Both events are potential key steps toward unprecedented powers — not all of which we would have firm control over: newly designed intelligences and newly designed humans. What the two share is not just consequence, but bivalence — the possibility of both the miraculous and the catastrophic. The biological precision that could eradicate an inherited disease like Huntington’s could also pave the way to a genetic caste system. The AI capability that could accelerate decades of scientific progress could also utterly disempower its makers — us.
The world may have walked through a historic door with both of these advances last week. But we can’t yet know which kind.
Take the biology step first. Strip away the headlines — which come from the media, not from the scientists themselves — and the experiment is fairly narrow.
Using so-called base editors, which make a small nick in a gene strand rather than chopping out an entire segment, as CRISPR does, Columbia University geneticist Dieter Egli and his team edited two genes: PCSK9 and HBG. You might have heard of the first one; PCSK9 produces a protein that affects the body’s ability to clear cholesterol from the blood, and certain mutations in the gene can drive LDL cholesterol levels dangerously high. HBG encodes a form of hemoglobin that the body relies on before birth and normally switches off afterward. Being able to control these genes could prevent the mutations that increase heart disease risk (PCSK9) and reactivate that fetal hemoglobin in adulthood, easing — though not curing — sickle cell disease and beta-thalassemia (HBG).
The researchers delivered their base editors into fertilized eggs and into two-cell human embryos, and in some cases they managed to make the edits without the chromosomal damage that had been associated with earlier attempts to edit using CRISPR.
The paper — which has yet to be peer-reviewed — is an impressive step forward in the effort to use gene editing technology on human embryo genes with greater precision. But impressive is still far from perfect, or even safe — some edits landed at the wrong spot in the genome, and relatively few of the embryos went on to develop normally. (The embryos, which had been donated by IVF patients, were developed no further than very early stages, and none were implanted.) Egli and his colleagues were clear in the paper that any notion of using the base editing technique as it is now for treatment is “premature.” But the paper does show such editing can now apparently be done without shredding chromosomes.
When the Chinese scientist He Jiankui used conventional CRISPR to edit human embryos in 2018, producing three children, his work was widely rejected not just for moral reasons, but technical ones, as his clumsy gene editing did real genetic damage. Should the new paper’s results bear out, the technical obstacles to embryo engineering begin to vanish.
No one knows what comes next.
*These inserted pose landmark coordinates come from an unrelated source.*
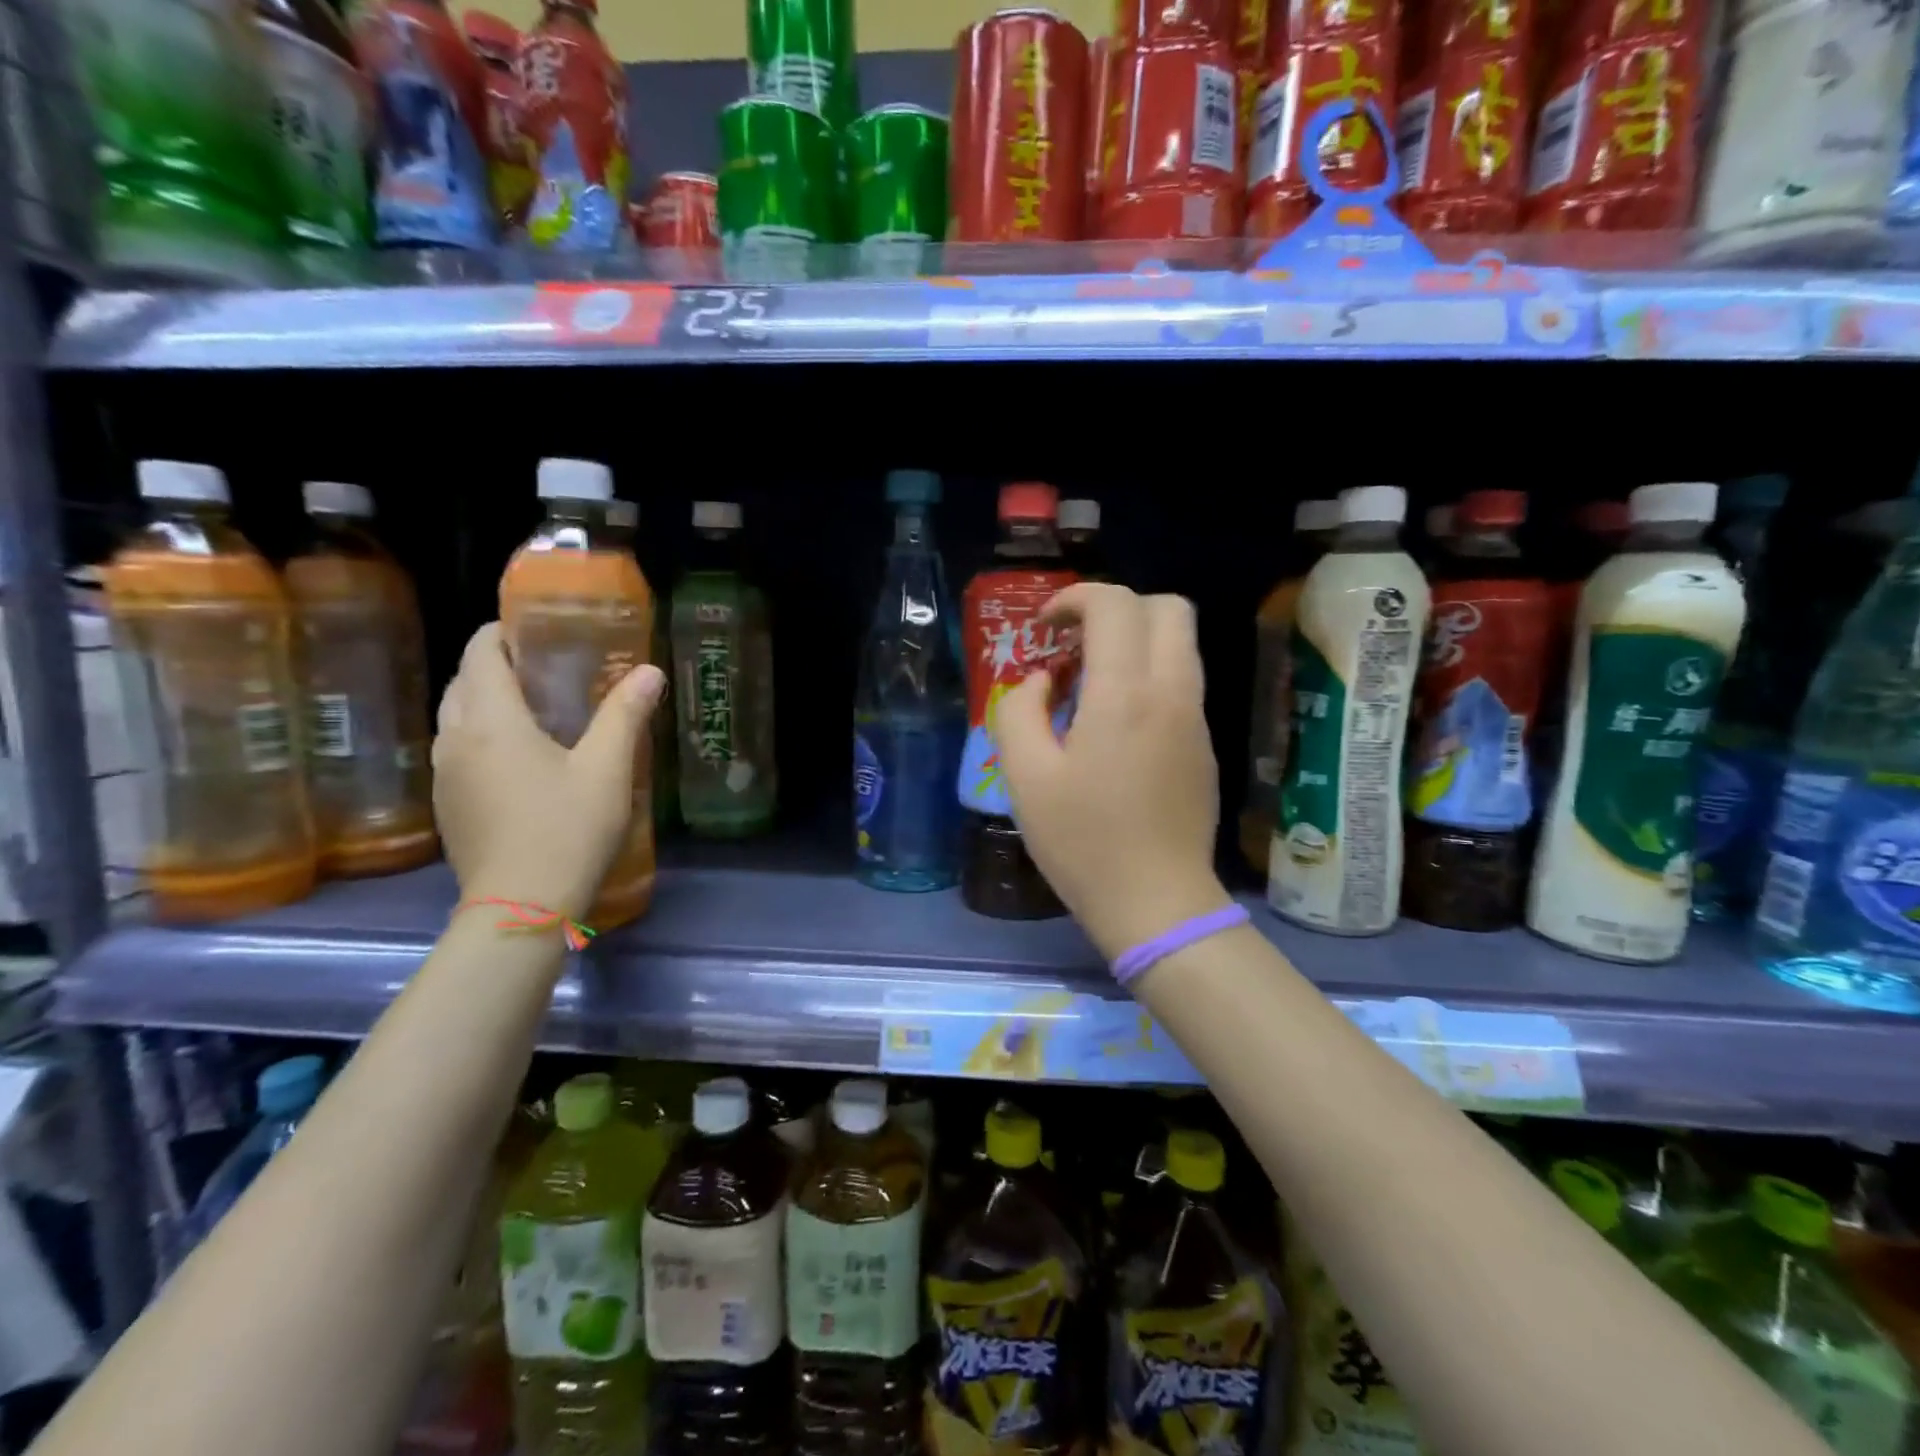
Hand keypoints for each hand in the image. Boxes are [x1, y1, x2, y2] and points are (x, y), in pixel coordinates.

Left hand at [433, 622, 665, 920]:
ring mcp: (445, 776)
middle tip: (543, 668)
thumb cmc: (567, 830)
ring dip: (484, 702)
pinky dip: (480, 736)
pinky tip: (519, 758)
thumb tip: (649, 672)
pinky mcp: (448, 805)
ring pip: (454, 718)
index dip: (502, 633)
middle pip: (462, 683)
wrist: (520, 909)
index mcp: (491, 722)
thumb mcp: (607, 770)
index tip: (535, 629)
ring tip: (533, 709)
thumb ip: (625, 715)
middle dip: (495, 666)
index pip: (480, 655)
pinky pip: (457, 751)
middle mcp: (455, 740)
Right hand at [994, 584, 1232, 959]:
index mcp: (1126, 694)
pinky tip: (1113, 726)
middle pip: (1166, 608)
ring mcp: (1196, 719)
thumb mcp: (1026, 776)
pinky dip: (1148, 676)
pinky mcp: (1204, 746)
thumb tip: (1040, 682)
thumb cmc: (1082, 841)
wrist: (1157, 903)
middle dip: (1116, 610)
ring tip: (1088, 685)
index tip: (1043, 629)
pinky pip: (1181, 683)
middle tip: (1074, 646)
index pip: (1114, 604)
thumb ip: (1019, 711)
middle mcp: (1172, 692)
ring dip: (1134, 642)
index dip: (1073, 600)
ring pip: (1180, 644)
Certain genetic disorders like sickle-cell anemia can be fixed with a single gene edit, but preventing more complex health problems — or engineering the traits some people might dream about, like height or intelligence — would require editing hundreds or even thousands of genes in combinations we don’t fully understand yet. But if the technical barriers keep falling, that will only leave the moral ones — and the moral ones have rarely held back a technology for long.
As revolutionary as the ability to truly engineer human beings would be, biology still moves slowly. The same can’t be said for the subject of the other document released last week.
Anthropic’s post uses over 5,000 words and plenty of (I’m guessing) Claude-produced graphics to make a single point: The proportion of human work that goes into building AI is shrinking at every stage. Engineers who once wrote the code now mostly review what Claude itself writes. Experiments once designed manually are now increasingly proposed and run by the model. While humans still make the judgment call about what is worth building, Anthropic argues that even that has started to change, as employees increasingly defer to what the model proposes to do next.
A research loop that is increasingly dominated by AI itself is one that could move ever faster. Technology has always changed at the rate of human beings — how fast they can think, plan, and act. An AI capable of improving itself eliminates that speed limit, allowing for the very real possibility of it moving faster than any human or any human-run institution charged with governing it can follow. Intelligence itself goes critical — each smarter model building a smarter one, the reaction sustaining itself.
That might seem like a lot to put on a few months of internal coding data from an AI company that has a vested interest in making its models look as strong and as smart as possible. (Especially if that AI company happens to have a potentially record-breaking IPO on the horizon.) In the post, Anthropic itself concedes that simply counting lines of code only goes so far, and that speed is only at best a partial metric of success. But independent research has shown that AI models are able to spend longer and longer on a single task, which allows them to work not just quicker but deeper. We can quibble over the speed, but not on the idea that AI is moving forward, and fast.
Powerful and blindingly quick AI could lead to rapid economic, scientific, and medical progress — all the dreams Anthropic CEO Dario Amodei has laid out in his own writing.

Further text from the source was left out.